Home network monitoring

Background 

First of all I have to say, that I’m fairly into designing, although I don’t design things nor I know how to do it. However, I like things which are well and beautiful designed and I would say,  I have an eye for design, at least I try. That’s why functionality and user experience, is not the only thing which counts for me.

For quite some time I was looking for a solution to visualize data which I collect in my smart home and IT systems at home. In the beginning I was using Metabase, which is a business intelligence tool, that connects to a variety of database types like Postgres, MongoDB or MySQL. I know it from work, there we use it for network (GSM, UMTS, LTE) intelligence. In my home setup, I was running a simple instance of Metabase with Postgres as database, which worked great.
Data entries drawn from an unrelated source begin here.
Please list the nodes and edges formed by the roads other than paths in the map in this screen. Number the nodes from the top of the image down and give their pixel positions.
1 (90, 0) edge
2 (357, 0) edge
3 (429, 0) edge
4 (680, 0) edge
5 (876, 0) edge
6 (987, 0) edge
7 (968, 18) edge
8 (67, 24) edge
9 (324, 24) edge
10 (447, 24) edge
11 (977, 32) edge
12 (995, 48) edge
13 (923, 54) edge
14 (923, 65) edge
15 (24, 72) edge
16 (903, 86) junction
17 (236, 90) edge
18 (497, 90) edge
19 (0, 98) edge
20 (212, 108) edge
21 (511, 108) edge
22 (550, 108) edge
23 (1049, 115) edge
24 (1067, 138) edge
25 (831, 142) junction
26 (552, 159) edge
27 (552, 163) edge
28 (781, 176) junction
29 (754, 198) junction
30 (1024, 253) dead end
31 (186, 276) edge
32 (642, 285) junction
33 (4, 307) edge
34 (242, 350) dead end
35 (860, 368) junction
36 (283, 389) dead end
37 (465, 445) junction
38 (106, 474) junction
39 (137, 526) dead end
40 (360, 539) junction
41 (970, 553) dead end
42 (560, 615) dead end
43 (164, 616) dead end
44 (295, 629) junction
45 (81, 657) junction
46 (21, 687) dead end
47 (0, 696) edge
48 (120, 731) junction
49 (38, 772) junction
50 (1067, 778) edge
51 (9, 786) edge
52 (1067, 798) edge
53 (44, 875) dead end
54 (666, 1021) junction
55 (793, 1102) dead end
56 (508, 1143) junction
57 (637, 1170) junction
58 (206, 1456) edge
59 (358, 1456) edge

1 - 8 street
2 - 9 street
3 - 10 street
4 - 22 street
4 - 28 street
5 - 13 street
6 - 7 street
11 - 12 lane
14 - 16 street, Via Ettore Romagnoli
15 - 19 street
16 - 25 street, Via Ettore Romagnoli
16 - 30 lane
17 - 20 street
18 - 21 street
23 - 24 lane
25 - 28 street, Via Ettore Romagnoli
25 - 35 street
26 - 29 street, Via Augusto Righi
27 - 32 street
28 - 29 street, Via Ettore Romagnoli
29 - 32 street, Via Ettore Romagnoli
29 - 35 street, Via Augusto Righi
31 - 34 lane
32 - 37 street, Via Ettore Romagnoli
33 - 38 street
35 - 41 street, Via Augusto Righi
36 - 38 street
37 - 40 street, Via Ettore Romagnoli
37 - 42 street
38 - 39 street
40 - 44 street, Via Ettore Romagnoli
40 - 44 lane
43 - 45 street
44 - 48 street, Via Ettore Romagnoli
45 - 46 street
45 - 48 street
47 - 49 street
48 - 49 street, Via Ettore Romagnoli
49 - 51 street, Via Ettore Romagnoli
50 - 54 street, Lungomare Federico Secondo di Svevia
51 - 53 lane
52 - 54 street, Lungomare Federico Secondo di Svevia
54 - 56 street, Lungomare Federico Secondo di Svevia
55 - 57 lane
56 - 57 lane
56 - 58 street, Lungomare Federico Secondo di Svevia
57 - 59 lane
Nevertheless, there were some features I was missing and also the user experience of Metabase was sometimes not that great. Besides that, I was looking for a more light-wight solution which makes collecting data for different data sources easy. I didn’t want to write a lot of custom solutions. Before one of my colleagues told my about Telegraf, Influxdb, Grafana, I was playing around with Elasticsearch, Logstash and Kibana aka the ELK stack for some days, but somehow the ELK stack and me didn’t become friends. Luckily my friend let me know about Telegraf, Influxdb and Grafana. That’s basically the journey I made to find those beautiful and easy to use tools. Let’s stop the babbling and get to the solution which is currently in service and solves all of my problems and needs. 

Telegraf 

A plugin driven data collector with a variety of input  sources and output targets, besides that it can also aggregate and process data. Personally I’m using the following input plugins:

  • CPU – to get the usage
  • Disk – to see how much space is left
  • Docker – to monitor my containers
  • Logparser Grok – to parse nginx logs
  • Mem – to see how much memory is ocuppied
  • Net – to get the current network throughput
  • Ping – to run ping tests
  • System – to check the uptime of a host
  • SNMP – to query metrics from my Ubiquiti Unifi AC HD Access Point

As I’m storing all of my data in Influxdb, I have only one output plugin:

  • Influxdb

A lot of plugins do not need additional configuration, they are directly usable. But there are also some which need quite some additional configuration. An example for that is SNMP, to get it working with the Unifi AC HD you need to download the MIBs, a detailed guide for that can be found on the offical Ubiquiti forum. Also the logparser grok to parse Nginx logs needs some configuration:

# # Stream and parse log file(s).
[[inputs.logparser]]
# ## Log files to parse.
# ## These accept standard unix glob matching rules, but with the addition of
# ## ** as a “super asterisk”. ie:
# ## /var/log/**.log -> recursively find all .log files in /var/log
# ## /var/log/*/*.log -> find all .log files with a parent dir in /var/log
# ## /var/log/apache.log -> only tail the apache log file
files = [“/dockerdata/nginx/prod/log/proxy.log”]
#
# ## Read files that currently exist from the beginning. Files that are created
# ## while telegraf is running (and that match the “files” globs) will always
# ## be read from the beginning.
from_beginning = true
#
# ## Method used to watch for file updates. Can be either “inotify” or “poll”.
# # watch_method = “inotify”
#
# ## Parse logstash-style “grok” patterns:
# ## Telegraf built-in parsing patterns: https://goo.gl/dkay10
[inputs.logparser.grok]
# ## This is a list of patterns to check the given log file(s) for.
# ## Note that adding patterns here increases processing time. The most
# ## efficient configuration is to have one pattern per logparser.
# ## Other common built-in patterns are:
# ## %{COMMON_LOG_FORMAT} (plain apache & nginx access logs)
# %{COMBINED_LOG_FORMAT} (access logs + referrer & agent)
patterns = [“%{COMBINED_LOG_FORMAT}”]
#
# ## Name of the outputted measurement name.
# measurement = “apache_access_log”
#
# ## Full path(s) to custom pattern files.
# custom_pattern_files = []
#
# ## Custom patterns can also be defined here. Put one pattern per line.
# custom_patterns = ”’
#
# ## Timezone allows you to provide an override for timestamps that
# ## don’t already include an offset
# ## e.g. 04/06/2016 12:41:45 data one two 5.43µs
# ##
# ## Default: “” which renders UTC
# ## Options are as follows:
# ## 1. Local — interpret based on machine localtime
# ## 2. “Canada/Eastern” — Unix TZ values like those found in https://en.wikipedia.org/wiki/$
# ## 3. UTC — or blank/unspecified, will return timestamp in UTC
# timezone = “Canada/Eastern”
# ”’

To install Telegraf you can follow the official guide. 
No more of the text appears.